WHAT NEEDS TO BE DONE
The answer should be a single number: how many lines of the entries below hold the word "Harris".

[Collected data]
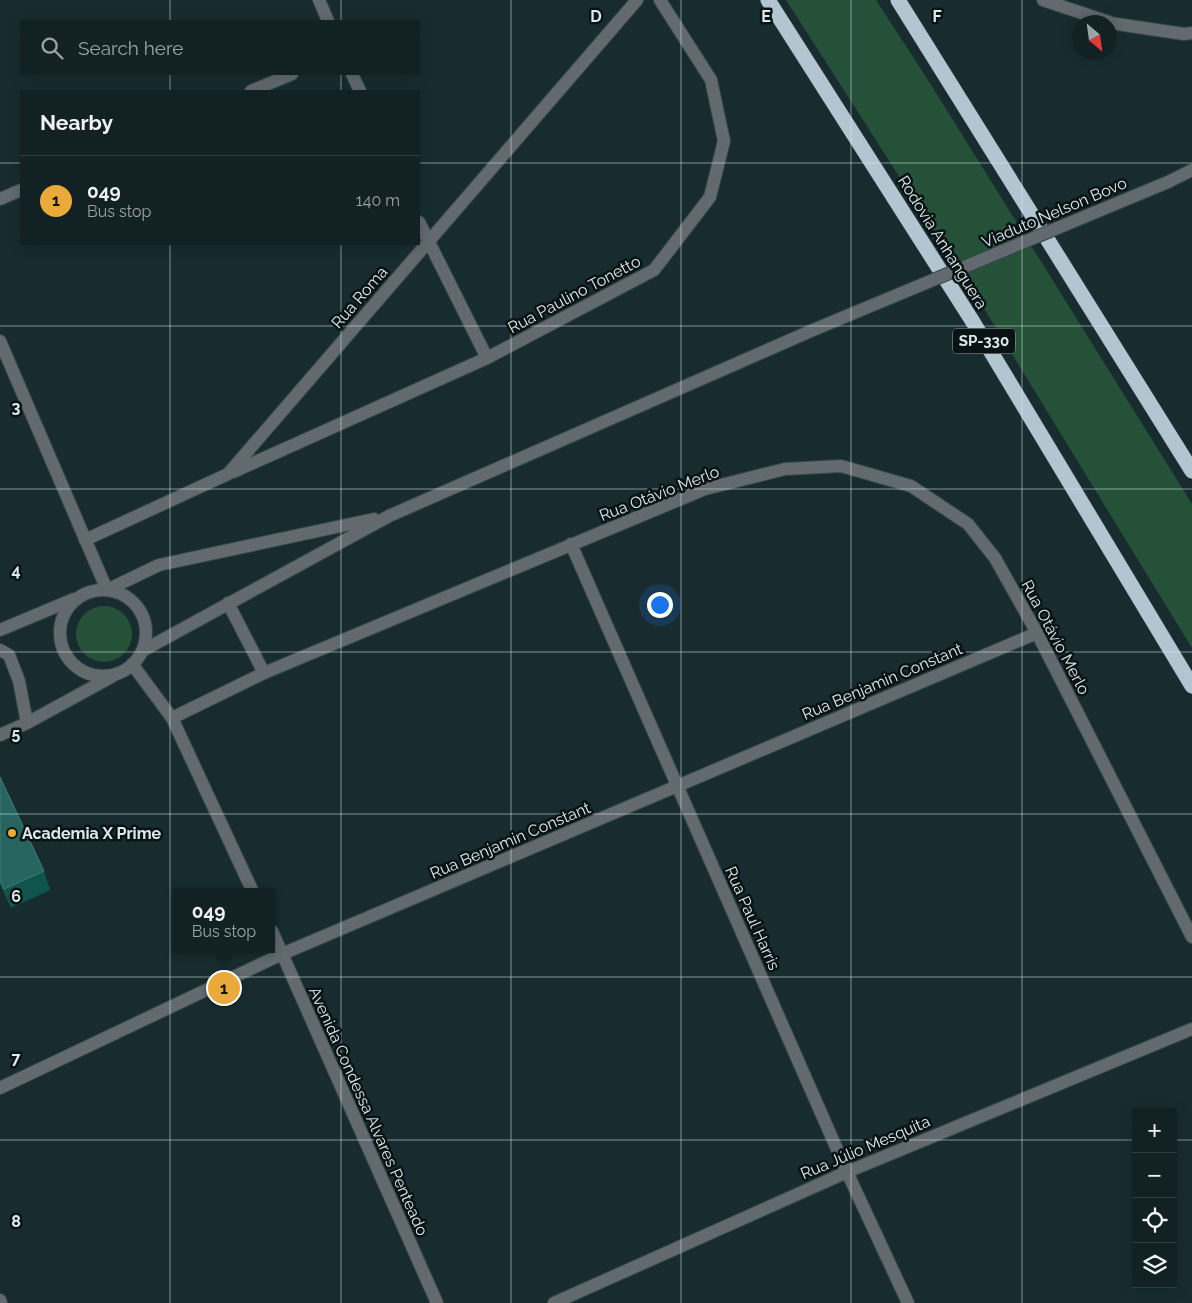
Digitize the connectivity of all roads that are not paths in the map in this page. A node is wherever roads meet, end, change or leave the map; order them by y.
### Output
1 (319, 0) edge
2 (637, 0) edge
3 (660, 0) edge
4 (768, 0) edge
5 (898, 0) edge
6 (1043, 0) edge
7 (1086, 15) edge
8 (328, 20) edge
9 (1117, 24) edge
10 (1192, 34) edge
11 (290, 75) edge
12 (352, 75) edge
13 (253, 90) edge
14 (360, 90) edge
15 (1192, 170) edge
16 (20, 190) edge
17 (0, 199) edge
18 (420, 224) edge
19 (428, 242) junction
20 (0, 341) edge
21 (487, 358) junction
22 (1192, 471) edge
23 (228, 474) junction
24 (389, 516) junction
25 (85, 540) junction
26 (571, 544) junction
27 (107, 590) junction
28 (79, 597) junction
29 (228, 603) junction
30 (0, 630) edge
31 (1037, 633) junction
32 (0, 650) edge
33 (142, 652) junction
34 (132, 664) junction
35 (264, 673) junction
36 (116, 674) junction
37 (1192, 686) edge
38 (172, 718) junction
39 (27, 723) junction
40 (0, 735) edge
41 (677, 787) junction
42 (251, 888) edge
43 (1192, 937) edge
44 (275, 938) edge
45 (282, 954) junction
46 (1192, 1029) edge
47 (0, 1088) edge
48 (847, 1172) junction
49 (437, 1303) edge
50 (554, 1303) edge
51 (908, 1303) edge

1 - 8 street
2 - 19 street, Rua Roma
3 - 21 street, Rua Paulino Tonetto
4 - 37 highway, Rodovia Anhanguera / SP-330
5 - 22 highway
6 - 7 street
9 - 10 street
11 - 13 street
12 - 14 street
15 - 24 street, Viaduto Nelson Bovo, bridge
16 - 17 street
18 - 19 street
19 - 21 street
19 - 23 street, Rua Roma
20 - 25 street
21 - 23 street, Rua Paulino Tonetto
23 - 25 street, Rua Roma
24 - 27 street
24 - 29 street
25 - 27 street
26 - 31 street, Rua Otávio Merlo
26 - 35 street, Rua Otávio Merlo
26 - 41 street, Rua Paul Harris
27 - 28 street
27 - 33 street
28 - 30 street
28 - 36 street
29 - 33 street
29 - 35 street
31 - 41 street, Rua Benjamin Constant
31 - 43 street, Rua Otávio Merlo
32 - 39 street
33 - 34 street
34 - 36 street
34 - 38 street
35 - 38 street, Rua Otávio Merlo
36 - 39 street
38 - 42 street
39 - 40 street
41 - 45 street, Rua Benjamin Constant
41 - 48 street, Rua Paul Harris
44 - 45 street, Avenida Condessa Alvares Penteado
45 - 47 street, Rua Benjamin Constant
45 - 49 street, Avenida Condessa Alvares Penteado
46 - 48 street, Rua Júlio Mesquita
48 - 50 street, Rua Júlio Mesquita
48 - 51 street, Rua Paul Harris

RESULT OF THIS EXERCISE
3